Dejitter design for infrared laser vehicle cloud platforms

  • 摘要: 车辆行驶产生的颠簸、晃动,会严重影响红外激光车载云台采集视频的质量,不利于信息的观察和判读。为了改善视频质量,提出一种实时有效的车载电子稳像方法。首先,用非线性扩散滤波建立尺度空间,使视频帧在无损精度的前提下突出边缘信息;然后,采取图像亮度信息与梯度信息相结合的特征提取策略,利用图像亮度信息快速搜索潜在特征点并记录其位置,并通过分析其梯度信息与预判条件的对比结果来选取优质特征点,在特征描绘阶段,通过增强二值特征描绘器之间的显著性和差异性,提升特征量的辨别力;最后,通过位置验证辨别相似特征,提高全局运动矢量估计精度。时间比对实验表明提出的算法能够满足实时处理的要求,在分辨率为720 P时也能达到每秒处理帧频大于60帧;有效能力对比实验中,新方法的重复度均高于65%,明显提高了特征探测能力,并且在加入去抖动设计后6组实验的帧间转换精度分别提升了46.8%、30.8%、28.44%、28.1%、33.9%和53.4%,表明该方法极大地改善了抖动视频的稳定性和视频信息提取的准确度。

     

    Abstract: The quality of vehicle records was seriously influenced along with the bumping and shaking driving, and the jittering videos would impact observer reading and interpreting the information. In order to improve the quality of the records, a real-time image stabilization method for vehicle cloud platforms had been proposed.
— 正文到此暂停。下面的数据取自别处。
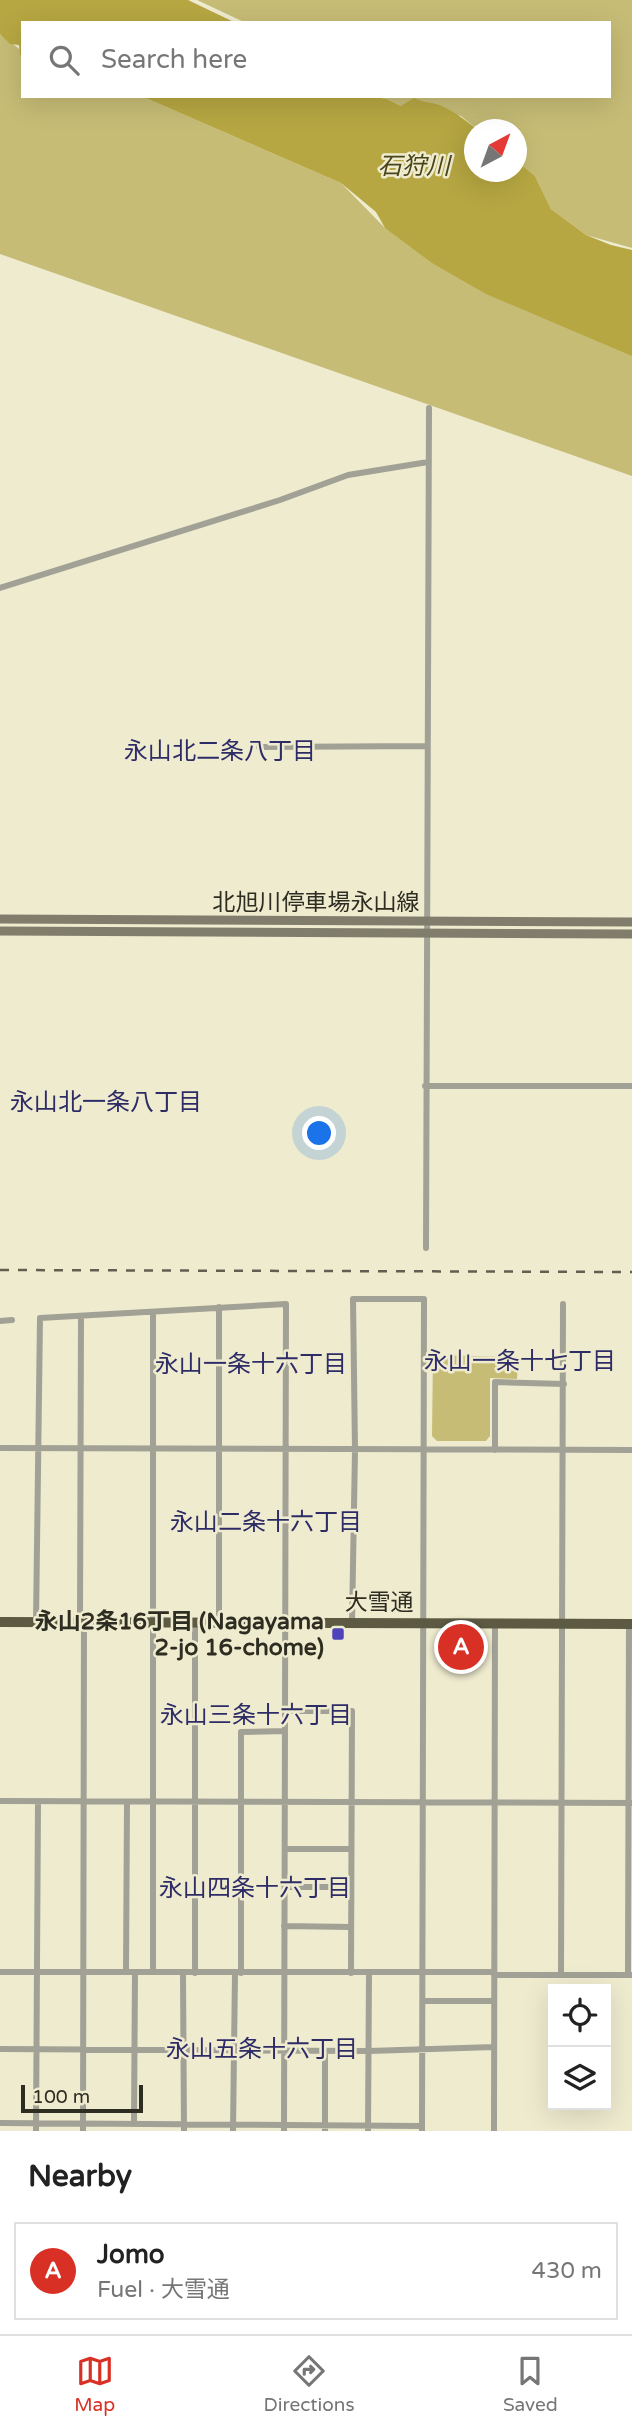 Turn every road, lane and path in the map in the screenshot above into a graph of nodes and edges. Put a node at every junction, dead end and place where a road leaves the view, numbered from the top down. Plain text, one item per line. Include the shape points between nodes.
1 (429, 408) dead end
2 (428, 462) junction
3 (0, 588) edge
4 (426, 746) junction
5 (260, 747) dead end
6 (0, 919) edge
7 (426, 922) junction
8 (632, 922) edge
9 (0, 931) edge
10 (426, 933) junction
11 (632, 934) edge
12 (425, 1086) junction
13 (632, 1086) edge
14 (426, 1248) dead end
15 (563, 1304) dead end
16 (219, 1307) junction
17 (153, 1312) junction
18 (82, 1317) junction
19 (12, 1320) dead end
20 (0, 1321) edge
21 (564, 1384) junction
22 (0, 1448) edge
23 (39, 1448) junction
24 (81, 1448) junction
25 (152, 1449) junction
26 (218, 1449) junction
27 (286, 1450) junction
28 (355, 1450) junction
29 (495, 1450) junction
30 (563, 1450) junction
31 (632, 1450) edge
32 (423, 1451) junction
33 (0, 1622) edge
34 (36, 1622) junction
35 (82, 1622) junction
36 (152, 1622) junction
37 (195, 1622) junction
38 (219, 1623) junction
39 (285, 1623) junction
40 (352, 1623) junction
41 (423, 1623) junction
42 (495, 1624) junction
43 (562, 1624) junction
44 (630, 1624) edge
45 (286, 1711) junction
46 (630, 1713) edge
47 (285, 1731) junction
48 (0, 1801) edge
49 (83, 1801) junction
50 (38, 1802) junction
51 (127, 1802) junction
52 (153, 1802) junction
53 (195, 1802) junction
54 (240, 1802) junction
55 (351, 1802) junction
56 (494, 1802) junction
57 (561, 1802) junction
58 (285, 1803) junction
59 (423, 1803) junction
60 (630, 1803) edge
61 (285, 1849) junction
62 (351, 1849) junction
63 (285, 1887) junction
64 (351, 1887) junction
65 (285, 1926) junction
66 (351, 1927) junction
67 (423, 1971) junction
68 (0, 1972) edge
69 (38, 1972) junction
70 (83, 1972) junction
71 (131, 1972) junction
72 (153, 1972) junction
73 (184, 1973) junction
74 (195, 1973) junction
75 (238, 1973) junction
76 (285, 1973) junction
77 (351, 1973) junction
78 (369, 1973) junction
79 (494, 1973) junction
80 (561, 1975) junction
81 (630, 1975) edge
82 (423, 2001) junction
83 (494, 2001) junction
84 (494, 2048) junction
85 (0, 2049) edge
86 (37, 2049) junction
87 (83, 2050) junction
88 (134, 2050) junction
89 (184, 2050) junction
90 (233, 2050) junction
91 (422, 2050) junction
92 (283, 2051) junction
93 (324, 2051) junction
94 (369, 2051) junction
95 (0, 2123) edge
96 (134, 2124) junction
97 (36, 2127) edge
98 (83, 2127) edge
99 (184, 2127) edge
100 (233, 2128) edge
101 (284, 2128) edge
102 (325, 2128) edge
103 (368, 2128) edge
104 (422, 2128) edge
105 (494, 2131) edge

1 - 2 street
2 - 3 street via 348,475
2 - 4 street
4 - 5 street
4 - 7 street
6 - 7 main road, 北旭川停車場永山線
7 - 8 main road, 北旭川停車場永山線
7 - 10 street
9 - 10 main road, 北旭川停車場永山線
10 - 11 main road, 北旭川停車場永山線
10 - 12 street
12 - 13 street
12 - 14 street
15 - 21 street
16 - 17 street
16 - 26 street
16 - 27 street via 286,1304
17 - 18 street
17 - 25 street
18 - 23 street via 40,1318
18 - 24 street
19 - 20 street
21 - 29 street via 495,1382
21 - 30 street
22 - 23 street
23 - 24 street
23 - 34 street
24 - 25 street
24 - 35 street
25 - 26 street
25 - 36 street
26 - 27 street
26 - 38 street
27 - 28 street
27 - 39 street
28 - 32 street
28 - 32 street via 353,1299 424,1299
28 - 40 street
29 - 30 street
29 - 32 street
30 - 31 street
30 - 43 street
32 - 41 street
33 - 34 highway, 大雪通
34 - 35 highway, 大雪通
35 - 36 highway, 大雪通
35 - 49 street
36 - 37 highway, 大雪通
36 - 52 street
37 - 38 highway, 大雪通
37 - 53 street
38 - 39 highway, 大雪通
39 - 40 highway, 大雪通
39 - 45 street
40 - 41 highway, 大雪通
41 - 42 highway, 大雪通
41 - 59 street
42 - 43 highway, 大雪通
42 - 56 street
43 - 44 highway, 大雪通
43 - 57 street
44 - 46 street
45 - 47 street
45 - 55 street via 352,1711
46 - 60 street
47 - 54 street via 242,1732
47 - 58 street
48 - 50 street
49 - 50 street
49 - 51 street
49 - 70 street
50 - 69 street
51 - 52 street
51 - 71 street
52 - 53 street
52 - 72 street
53 - 54 street
53 - 74 street
54 - 58 street
54 - 75 street
55 - 58 street
55 - 59 street
55 - 62 street
56 - 57 street
56 - 59 street
56 - 79 street
57 - 60 street
57 - 80 street
58 - 61 street
59 - 67 street
60 - 81 street
61 - 62 street
61 - 63 street
62 - 64 street
63 - 64 street
63 - 65 street
64 - 66 street
65 - 66 street
65 - 76 street
66 - 77 street
67 - 78 street
67 - 79 street
67 - 82 street
68 - 69 street
69 - 70 street
69 - 86 street
70 - 71 street
70 - 87 street
71 - 72 street
71 - 88 street
72 - 73 street
73 - 74 street
73 - 89 street
74 - 75 street
75 - 76 street
75 - 90 street
76 - 77 street
76 - 92 street
77 - 78 street
78 - 94 street
79 - 80 street
79 - 83 street
80 - 81 street
82 - 83 street
82 - 91 street
83 - 84 street
84 - 91 street
84 - 105 street
85 - 86 street
86 - 87 street
86 - 97 street
87 - 88 street
87 - 98 street
88 - 89 street
88 - 96 street
89 - 90 street
89 - 99 street
90 - 92 street
90 - 100 street
91 - 94 street
91 - 104 street
92 - 93 street
92 - 101 street
93 - 94 street
93 - 102 street
94 - 103 street
95 - 97 street
96 - 98 street
96 - 99 street
97 - 98 street
99 - 100 street
100 - 101 street
101 - 102 street
102 - 103 street
103 - 104 street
Firstly, the nonlinear filter was adopted to build scale space for the purpose of highlighting edge information; Secondly, a feature detection combined fast image brightness test and gradient calculation was put forward for more quality features, furthermore, increasing the self-salience and differences between descriptors brought discriminative power; Finally, similar features was availably distinguished by location verification for accurate estimation of global motion vector. The time experimental results shown that the proposed approach fulfile the task of real-time, and the average frame rate is over 60 even when the resolution is 720 P. In effective capability experiments, the repeatability of new method is more than 65%, which indicates the enhancement of detection power. Furthermore, the ITF of 6 group tested increase 46.8%, 30.8%, 28.44%, 28.1%, 33.9% and 53.4% after dejitter design, which illustrates that the method significantly improves the effectiveness and precision of the vehicle image stabilization algorithm.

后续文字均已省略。